**** SOURCE INFORMATION
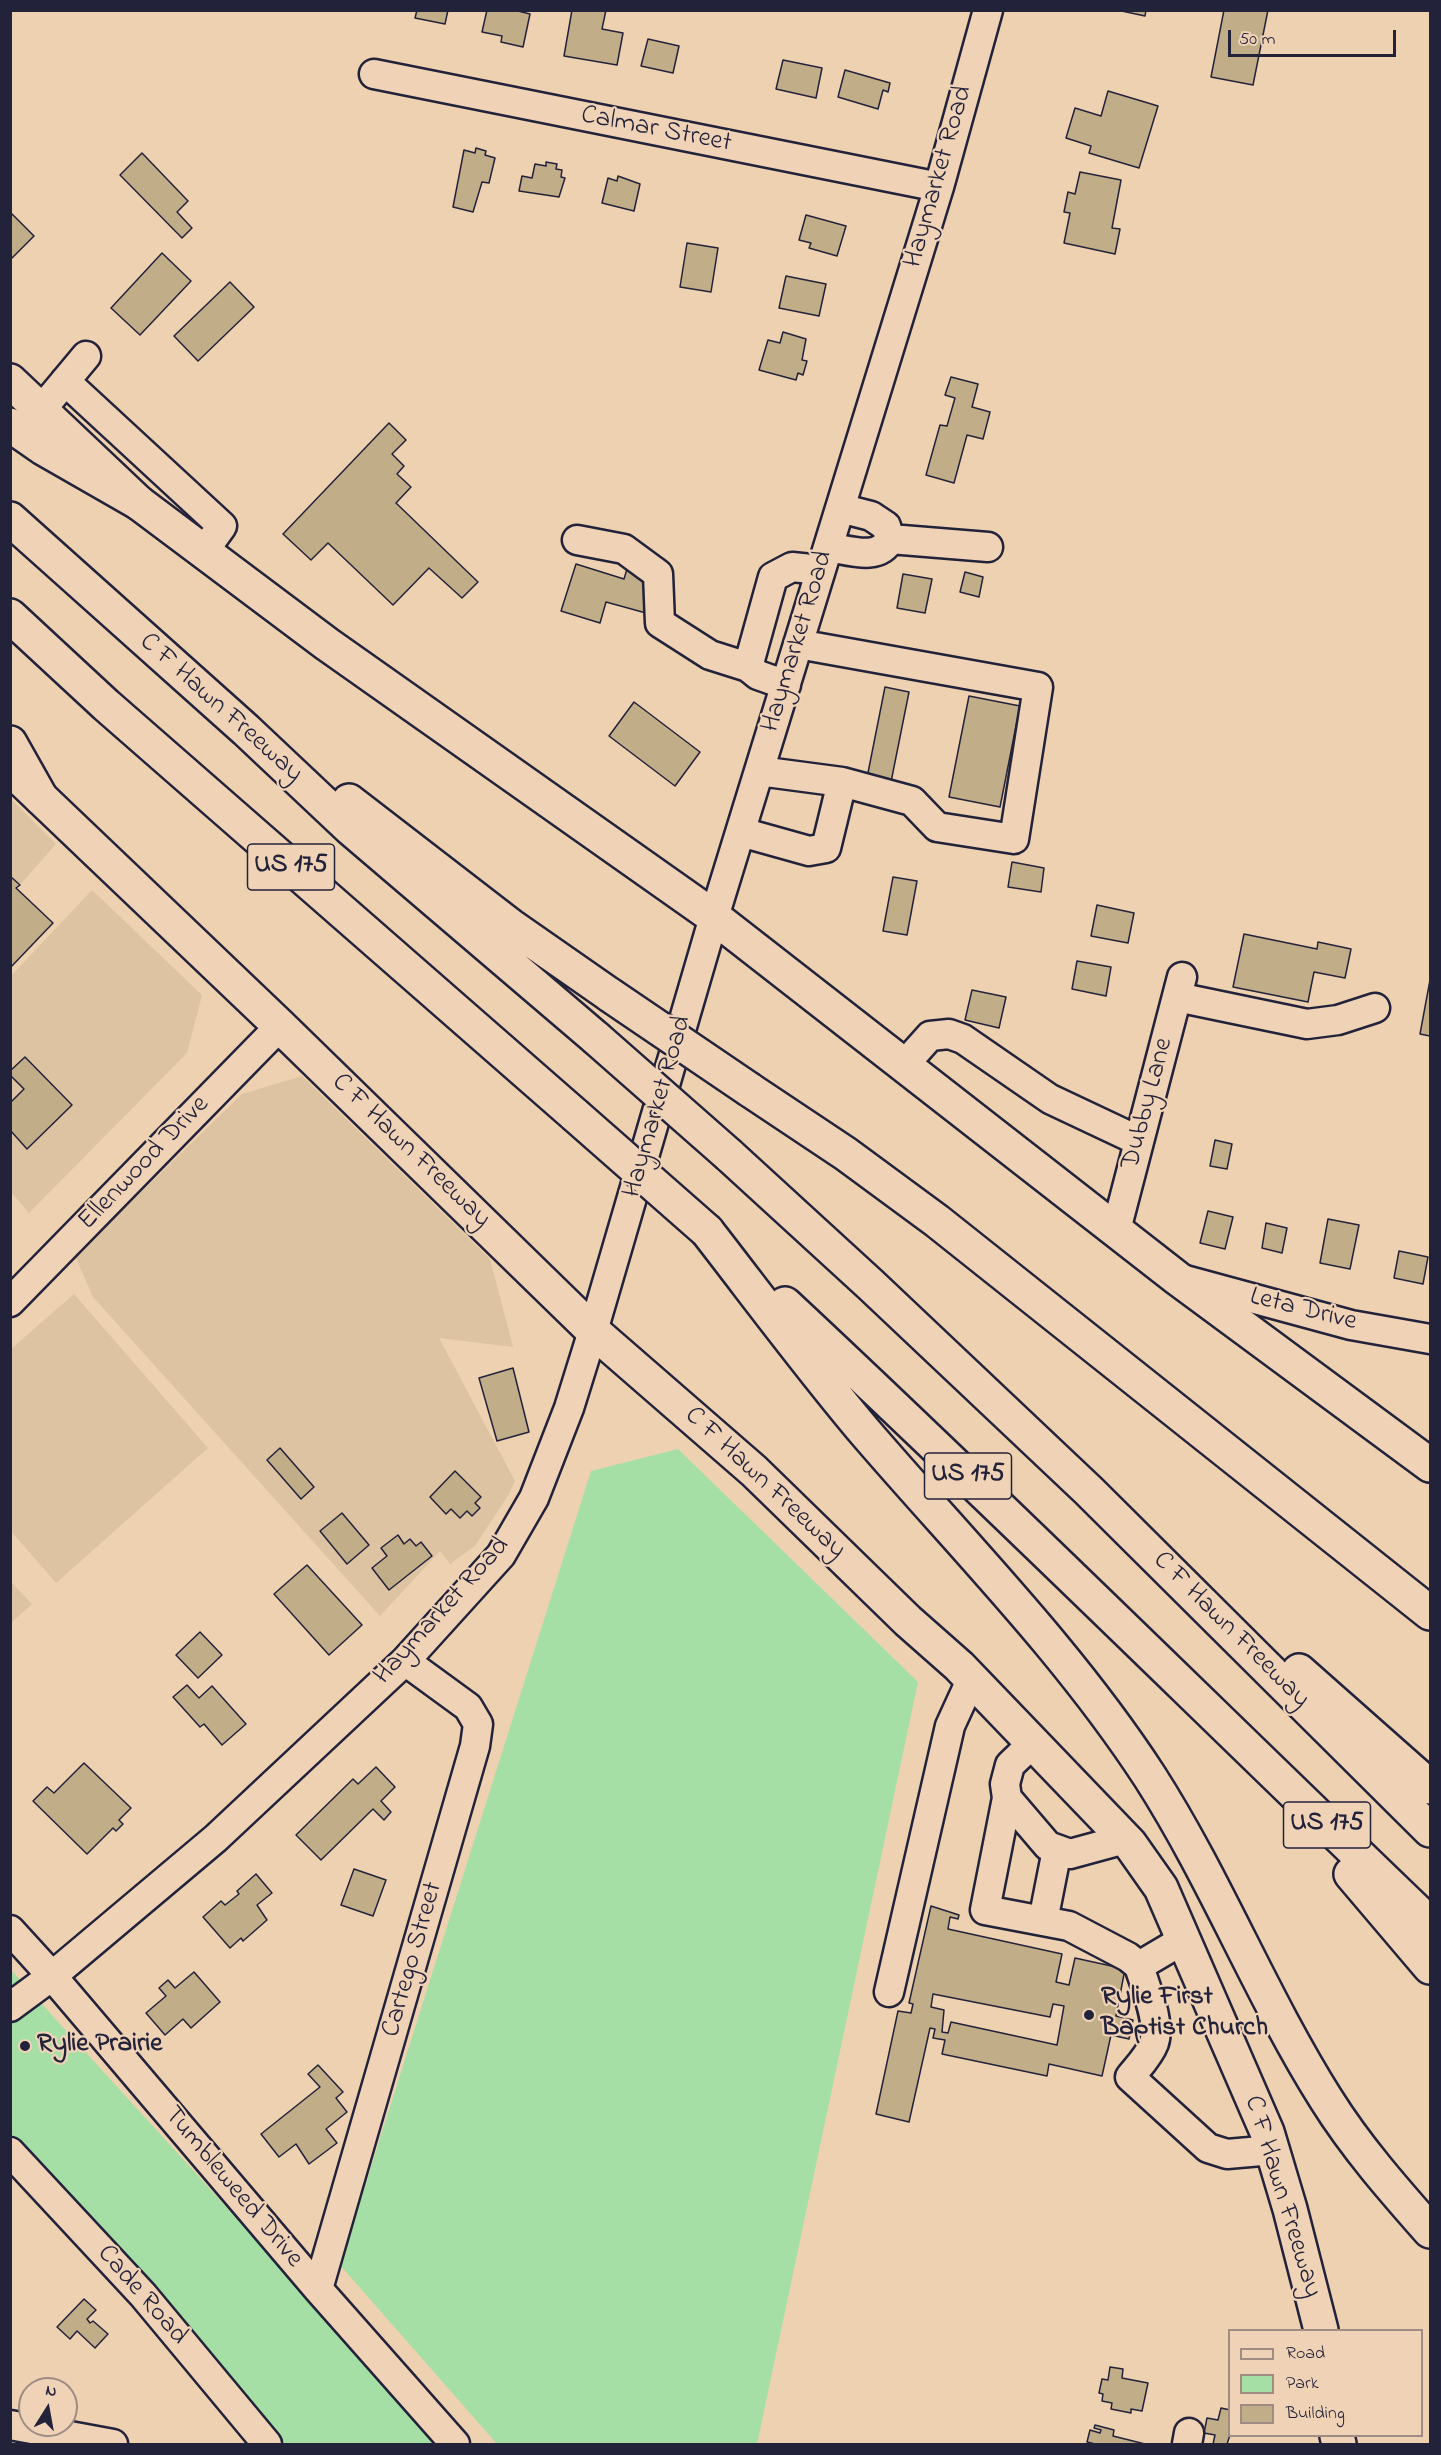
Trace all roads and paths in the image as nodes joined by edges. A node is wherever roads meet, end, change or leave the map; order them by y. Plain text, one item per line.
1 (988, 10) edge
2 (374, 74) dead end
3 (939, 187) junction
4 (86, 356) dead end
5 (10, 381) edge
6 (65, 381) junction
7 (41, 410) junction
8 (10, 425) edge
9 (139, 503) junction
10 (840, 508) junction
11 (10, 519) edge
12 (890, 539) junction
13 (577, 540) dead end
14 (988, 547) dead end
15 (204, 551) junction
16 (825, 559) junction
17 (10, 616) edge
18 (798, 644) junction
19 (748, 667) junction
20 (786, 685) junction
21 (246, 730) junction
22 (10, 743) edge
23 (10, 769) edge
24 (759, 771) junction
25 (842, 782) junction
26 (41, 798) junction
27 (741, 832) junction
28 (714, 917) junction
29 (1375, 1008) dead end
30 (280, 1026) junction
31 (904, 1065) junction
32 (1139, 1141) junction
33 (1116, 1230) junction
34 (706, 1231) junction
35 (1177, 1278) junction
36 (10, 1302) edge
37 (593, 1331) junction
38 (1431, 1339) edge
39 (1431, 1465) edge
40 (1089, 1491) junction
41 (1431, 1613) edge
42 (405, 1661) junction
43 (972, 1678) junction
44 (1224, 1726) junction
45 (1034, 1743) junction
46 (1431, 1787) edge
47 (1007, 1798) junction
48 (1431, 1830) edge
49 (1125, 1839) junction
50 (1057, 1850) junction
51 (1042, 1921) junction
52 (1431, 1924) edge
53 (10, 1930) edge
54 (1184, 1940) junction
55 (1139, 1966) junction
56 (1431, 1967) edge
57 (52, 1976) junction
58 (889, 1992) dead end
59 (10, 2007) edge
60 (1273, 2150) junction
61 (10, 2152) edge
62 (1431, 2231) edge
63 (318, 2289) junction
64 (1321, 2329) edge
65 (10, 2425) edge
66 (113, 2445) edge
67 (267, 2445) edge
68 (455, 2445) edge

1 - 3 street, Haymarket Road
2 - 3 street, Calmar Street
3 - 10 street, Haymarket Road
4 - 6 street
5 - 7 main road
6 - 7 street
6 - 15 street
7 - 9 main road
8 - 9 main road
9 - 15 main road
10 - 12 street
10 - 16 street, Haymarket Road
11 - 21 main road, C F Hawn Freeway / US 175
12 - 14 street
12 - 16 street
13 - 19 street
15 - 28 main road
16 - 18 street, Haymarket Road
16 - 19 street
17 - 34 main road, US 175, bridge
18 - 20 street, Haymarket Road
18 - 25 street
19 - 20 street
20 - 24 street, Haymarket Road
21 - 40 main road, C F Hawn Freeway / US 175, bridge
21 - 41 main road, bridge
22 - 26 main road
23 - 26 main road, C F Hawn Freeway
24 - 25 street
24 - 27 street, Haymarket Road
25 - 27 street
26 - 30 main road, C F Hawn Freeway
27 - 28 street, Haymarket Road
28 - 31 main road
28 - 37 street, Haymarket Road
29 - 32 street, Dubby Lane
30 - 36 street, Ellenwood Drive
30 - 37 main road, C F Hawn Freeway
31 - 32 street
31 - 33 main road
32 - 33 street, Dubby Lane
33 - 35 main road
34 - 44 main road, US 175
34 - 62 main road
35 - 38 street, Leta Drive
35 - 39 main road
37 - 42 street, Haymarket Road
37 - 43 main road, C F Hawn Freeway
40 - 46 main road
40 - 48 main road, C F Hawn Freeway / US 175
42 - 57 street, Haymarket Road
42 - 63 street, Cartego Street
43 - 45 main road, C F Hawn Freeway
43 - 58 street
44 - 52 main road, US 175
44 - 56 main road
45 - 47 street
45 - 49 main road, C F Hawn Freeway
47 - 50 street
47 - 51 street
49 - 50 street
49 - 54 main road, C F Hawn Freeway
50 - 51 street
51 - 55 street
53 - 57 street, Tumbleweed Drive
54 - 55 street
54 - 60 main road, C F Hawn Freeway
55 - 60 street
57 - 59 street, Haymarket Road
57 - 63 street, Tumbleweed Drive
60 - 64 main road, C F Hawn Freeway
61 - 67 street, Cade Road
63 - 68 street, Tumbleweed Drive
65 - 66 street

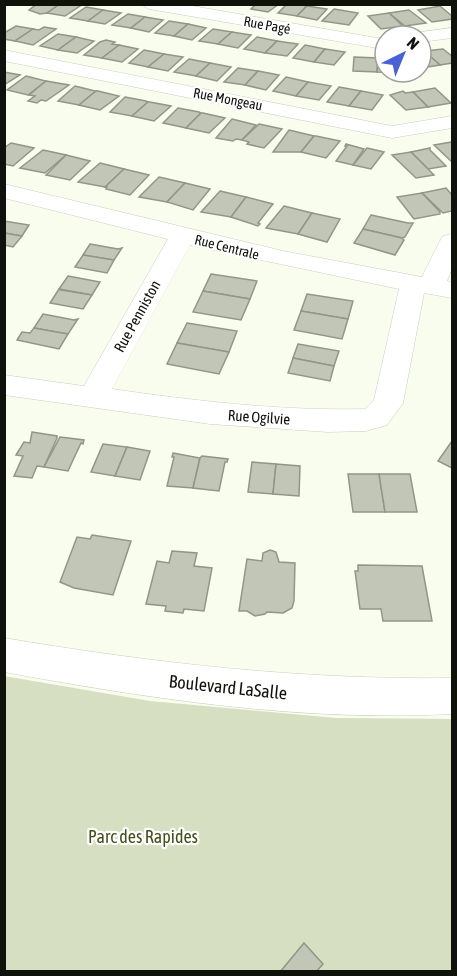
********
* [TASK OBJECTIVE] Among the lines above, please find those with "bridge" and copy them.

* [RESPONSE TO THIS EXERCISE]
17 - 34 main road, US 175, bridge
21 - 40 main road, C F Hawn Freeway / US 175, bridge
21 - 41 main road, bridge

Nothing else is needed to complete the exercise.